Breathe life into your brown rice noodles, tofu and five-a-day with a coat of peanut and nori, a combination that offers distinct Asian flavours with a crunch.
Yield: Serves 4
Prep Time: 15 mins
Cook Time: 35 mins
Difficulty Level: 3/5
Ingredients
- 600 g medium tofu
- 150 g dried brown rice vermicelli noodles
- ½ cup (70 g) roasted salted peanuts
- 1 sheet nori, chopped coarsely
- 2 tbsps sesame seeds
- 2 egg whites, beaten lightly
- Vegetable oil, for shallow-frying, 1 tbsp extra
- 2 cloves garlic, crushed
- 2 tsps finely grated fresh ginger
- 1 tsp cornflour
- ⅓ cup (80 ml) soy sauce
- ⅓ cup (80 ml) vegetarian oyster sauce
- 2 tbsps mirin
- 200 g sugar snap peas, trimmed
- 175 g bok choy, cut into 4 cm lengths
- 1 medium zucchini (120 g), cut into thin strips
- 230 g can water chestnuts, drained, sliced
Steps
01. Place tofu on a large plate lined with paper towel; top with another piece of paper towel and another plate. Stand, tilted, for 10 mins to drain. Cut tofu into 2 cm thick pieces; pat dry with paper towel.
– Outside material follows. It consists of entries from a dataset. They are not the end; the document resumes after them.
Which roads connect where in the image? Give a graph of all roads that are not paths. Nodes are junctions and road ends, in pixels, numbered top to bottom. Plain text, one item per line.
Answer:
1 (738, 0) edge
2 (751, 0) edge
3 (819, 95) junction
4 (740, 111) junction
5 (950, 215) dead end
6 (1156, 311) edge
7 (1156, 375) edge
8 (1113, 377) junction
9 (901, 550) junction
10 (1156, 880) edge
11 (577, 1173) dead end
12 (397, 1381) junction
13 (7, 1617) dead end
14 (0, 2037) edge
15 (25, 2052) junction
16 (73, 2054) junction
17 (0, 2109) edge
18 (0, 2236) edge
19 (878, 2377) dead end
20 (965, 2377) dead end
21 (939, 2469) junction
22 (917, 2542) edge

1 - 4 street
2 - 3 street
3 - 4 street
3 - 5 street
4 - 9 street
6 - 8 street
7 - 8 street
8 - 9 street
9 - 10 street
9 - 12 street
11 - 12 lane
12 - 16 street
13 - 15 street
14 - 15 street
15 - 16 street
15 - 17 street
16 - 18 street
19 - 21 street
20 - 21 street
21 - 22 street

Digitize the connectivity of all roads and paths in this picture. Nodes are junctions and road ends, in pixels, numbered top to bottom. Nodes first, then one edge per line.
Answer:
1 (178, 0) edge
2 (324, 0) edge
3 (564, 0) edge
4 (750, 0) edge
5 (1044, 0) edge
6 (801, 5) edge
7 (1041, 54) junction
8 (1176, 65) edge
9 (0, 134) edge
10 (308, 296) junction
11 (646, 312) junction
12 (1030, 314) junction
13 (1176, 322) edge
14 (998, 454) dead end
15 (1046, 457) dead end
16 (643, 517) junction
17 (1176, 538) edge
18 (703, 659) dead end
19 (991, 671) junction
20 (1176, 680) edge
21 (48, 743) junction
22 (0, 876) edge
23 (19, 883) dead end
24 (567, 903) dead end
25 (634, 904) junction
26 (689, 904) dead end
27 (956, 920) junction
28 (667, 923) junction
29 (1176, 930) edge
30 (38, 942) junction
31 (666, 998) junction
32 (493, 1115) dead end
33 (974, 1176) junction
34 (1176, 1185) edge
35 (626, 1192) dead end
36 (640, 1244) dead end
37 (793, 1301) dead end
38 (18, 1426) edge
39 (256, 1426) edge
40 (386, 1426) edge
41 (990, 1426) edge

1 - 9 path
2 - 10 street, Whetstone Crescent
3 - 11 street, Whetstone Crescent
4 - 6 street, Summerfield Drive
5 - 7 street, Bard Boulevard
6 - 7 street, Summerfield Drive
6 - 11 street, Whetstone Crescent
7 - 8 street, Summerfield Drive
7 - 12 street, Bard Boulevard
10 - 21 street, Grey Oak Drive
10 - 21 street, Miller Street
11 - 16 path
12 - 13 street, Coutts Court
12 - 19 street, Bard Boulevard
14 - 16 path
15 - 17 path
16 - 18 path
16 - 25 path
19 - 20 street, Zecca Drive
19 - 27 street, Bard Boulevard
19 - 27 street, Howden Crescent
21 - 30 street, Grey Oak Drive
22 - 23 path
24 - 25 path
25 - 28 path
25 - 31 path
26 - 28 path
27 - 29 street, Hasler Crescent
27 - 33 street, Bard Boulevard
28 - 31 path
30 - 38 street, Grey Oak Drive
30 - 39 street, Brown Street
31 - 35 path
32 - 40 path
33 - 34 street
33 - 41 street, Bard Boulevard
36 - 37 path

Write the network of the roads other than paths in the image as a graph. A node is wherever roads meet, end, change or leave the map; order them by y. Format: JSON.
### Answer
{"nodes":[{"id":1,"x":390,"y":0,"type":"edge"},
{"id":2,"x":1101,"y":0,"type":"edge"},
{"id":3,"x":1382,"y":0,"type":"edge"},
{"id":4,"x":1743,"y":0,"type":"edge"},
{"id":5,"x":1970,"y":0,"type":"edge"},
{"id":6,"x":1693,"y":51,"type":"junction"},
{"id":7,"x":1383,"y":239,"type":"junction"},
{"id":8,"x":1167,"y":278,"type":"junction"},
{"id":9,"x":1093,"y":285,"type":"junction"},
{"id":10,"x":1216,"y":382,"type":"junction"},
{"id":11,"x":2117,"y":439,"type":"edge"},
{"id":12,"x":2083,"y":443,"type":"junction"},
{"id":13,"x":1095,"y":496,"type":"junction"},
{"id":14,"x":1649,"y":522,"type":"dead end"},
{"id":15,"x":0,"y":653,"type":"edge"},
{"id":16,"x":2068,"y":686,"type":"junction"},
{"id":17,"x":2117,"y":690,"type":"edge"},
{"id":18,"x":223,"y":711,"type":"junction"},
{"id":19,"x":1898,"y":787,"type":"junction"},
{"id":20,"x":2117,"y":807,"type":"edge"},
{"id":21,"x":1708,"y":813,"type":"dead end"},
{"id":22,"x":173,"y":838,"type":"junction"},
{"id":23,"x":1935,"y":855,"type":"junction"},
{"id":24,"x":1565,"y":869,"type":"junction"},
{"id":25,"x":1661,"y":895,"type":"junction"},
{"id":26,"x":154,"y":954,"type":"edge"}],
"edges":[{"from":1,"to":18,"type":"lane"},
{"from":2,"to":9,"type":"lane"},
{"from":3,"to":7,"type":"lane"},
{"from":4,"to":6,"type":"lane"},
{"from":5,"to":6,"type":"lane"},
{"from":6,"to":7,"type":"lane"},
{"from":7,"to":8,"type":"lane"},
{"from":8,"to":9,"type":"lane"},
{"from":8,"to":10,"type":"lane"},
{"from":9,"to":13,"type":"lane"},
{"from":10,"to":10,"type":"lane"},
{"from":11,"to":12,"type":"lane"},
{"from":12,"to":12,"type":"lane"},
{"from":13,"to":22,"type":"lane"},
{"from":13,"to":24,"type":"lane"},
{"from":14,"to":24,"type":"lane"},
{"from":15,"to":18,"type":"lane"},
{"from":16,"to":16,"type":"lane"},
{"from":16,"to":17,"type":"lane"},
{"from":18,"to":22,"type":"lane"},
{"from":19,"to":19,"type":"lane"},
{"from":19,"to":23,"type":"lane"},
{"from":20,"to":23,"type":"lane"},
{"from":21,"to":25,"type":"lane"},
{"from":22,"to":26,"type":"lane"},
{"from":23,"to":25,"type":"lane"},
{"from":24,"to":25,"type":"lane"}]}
02. Place noodles in a heatproof bowl; cover with boiling water. Stand for 2 mins; drain. Rinse under cold running water; drain.
03. Pulse peanuts and nori in a small food processor until a semi-coarse crumble forms. Stir in sesame seeds. Lightly coat tofu in egg white, then coat in the peanut mixture. Heat 1.5 cm oil in a heavy-based non-stick frying pan over medium heat. Shallow-fry tofu, in batches, for 2 mins on each side or until golden and cooked through. Drain on paper towel. Keep warm.
04. Heat extra oil in a wok over high heat; stir-fry garlic and ginger for 1 min or until fragrant. Add combined cornflour, soy sauce, oyster sauce and mirin to wok with remaining ingredients; stir-fry until sauce boils and thickens slightly, and vegetables are tender but still crisp. Remove from heat. Stir in noodles.
05. Top stir-fried vegetable and noodle mixture with tofu; sprinkle with extra sesame seeds, if you like. Serve straight away.
TIP
Peanut and nori mixture can be made a day ahead. Store in an airtight container at room temperature.